A little bead of sweat dribbled down his cheek and a biscuit snapped between his teeth. He narrowed his eyes at the screen, then grinned, squeezing the controls he held until the little figurine on the screen shattered with brute force.

The grin widened at the blaringly loud victory gong, then he waited, and had a bit of coke, as the preamble started.

'Hurry it up,' he mumbled after half a minute of watching the new fighters introduced. He couldn't give a damn about them after all; he was in it for the fighting: the adrenaline rush, the chance to showcase his strength and the satisfaction of watching the opponent collapse like a broken house of cards.

She knew he hated the games with the special effects though, and it was a small comfort to know.
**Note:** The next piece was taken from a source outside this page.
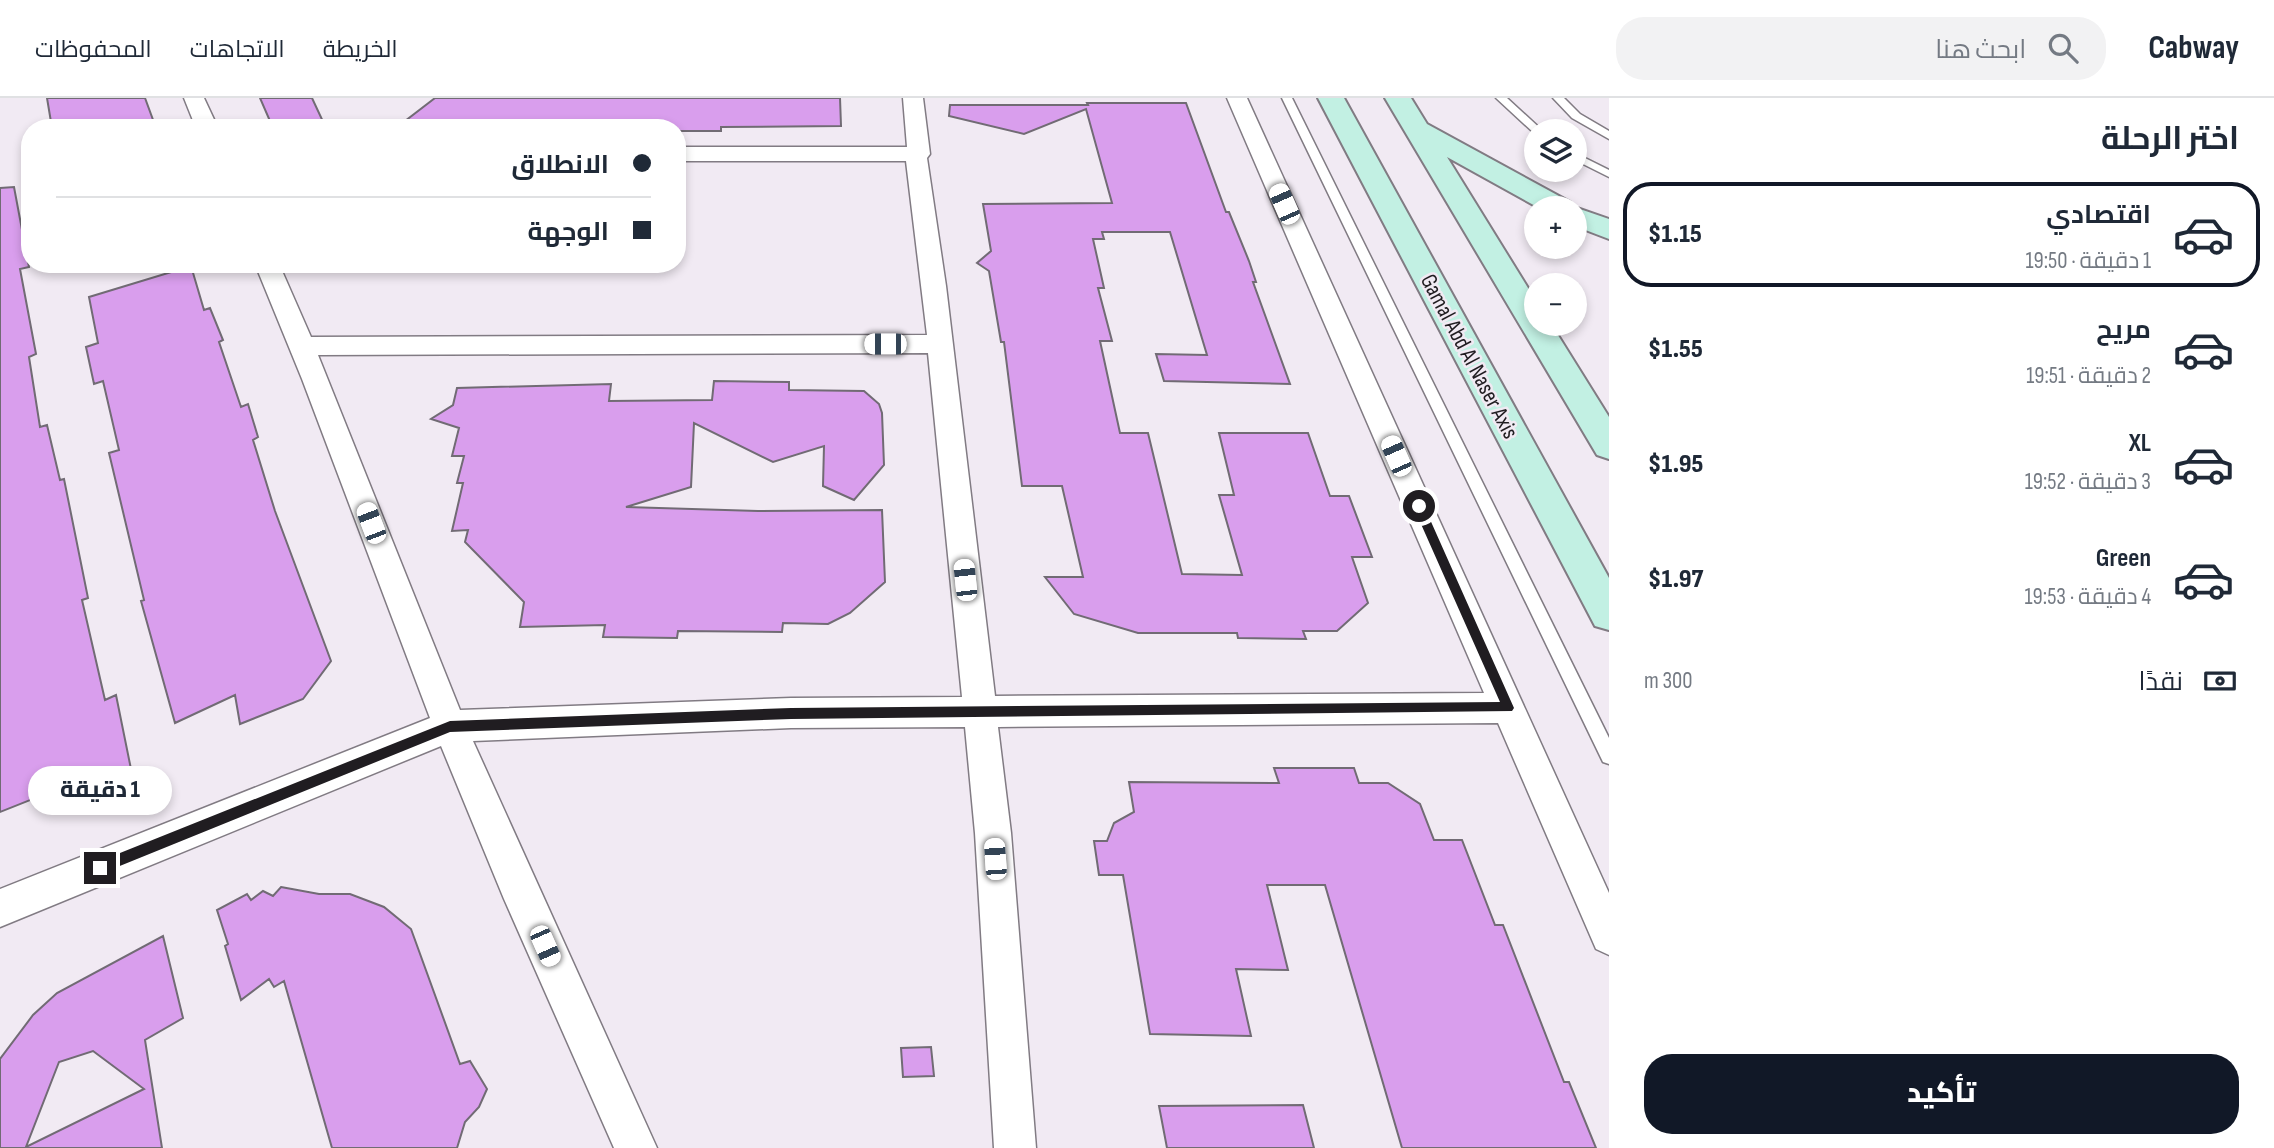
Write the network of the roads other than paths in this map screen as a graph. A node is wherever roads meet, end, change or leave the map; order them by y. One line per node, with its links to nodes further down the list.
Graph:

Like the ones his cousin had been so fond of, with splatters of blood on the screen, and little zips of red and green light from one fighter to the next –

She took the moment, offered him the drink she carried. Warmer, more bitter, and he grimaced but took it anyway, looking up into her frown. But she said nothing to him; she let him continue on with his little charade, where he was in a war and yet out of it, where the characters he killed and lost could stand up and walk again, where he wasn't a murderer…

'You have work soon,' she said a little while later. 'And an appointment with the therapist too.'

…and where he wasn't a living shell of a man that only she knew in its entirety, because everybody else just saw the shell-case he wore. The war-hero, the Head of the Aurors, the Executioner of Justice…none of them saw the broken man she could only keep because of that virtual world, that world which allowed him to exist without thought or remorse, only an animal to be let loose in the cage of a contained world.

She didn't know what to do if the animal escaped – and it would be her fault for rearing it in the first place. Still – and she took the empty cup back with still shaking hands, watching the other pair tightened around the controls once more – she didn't know what she'd do without him.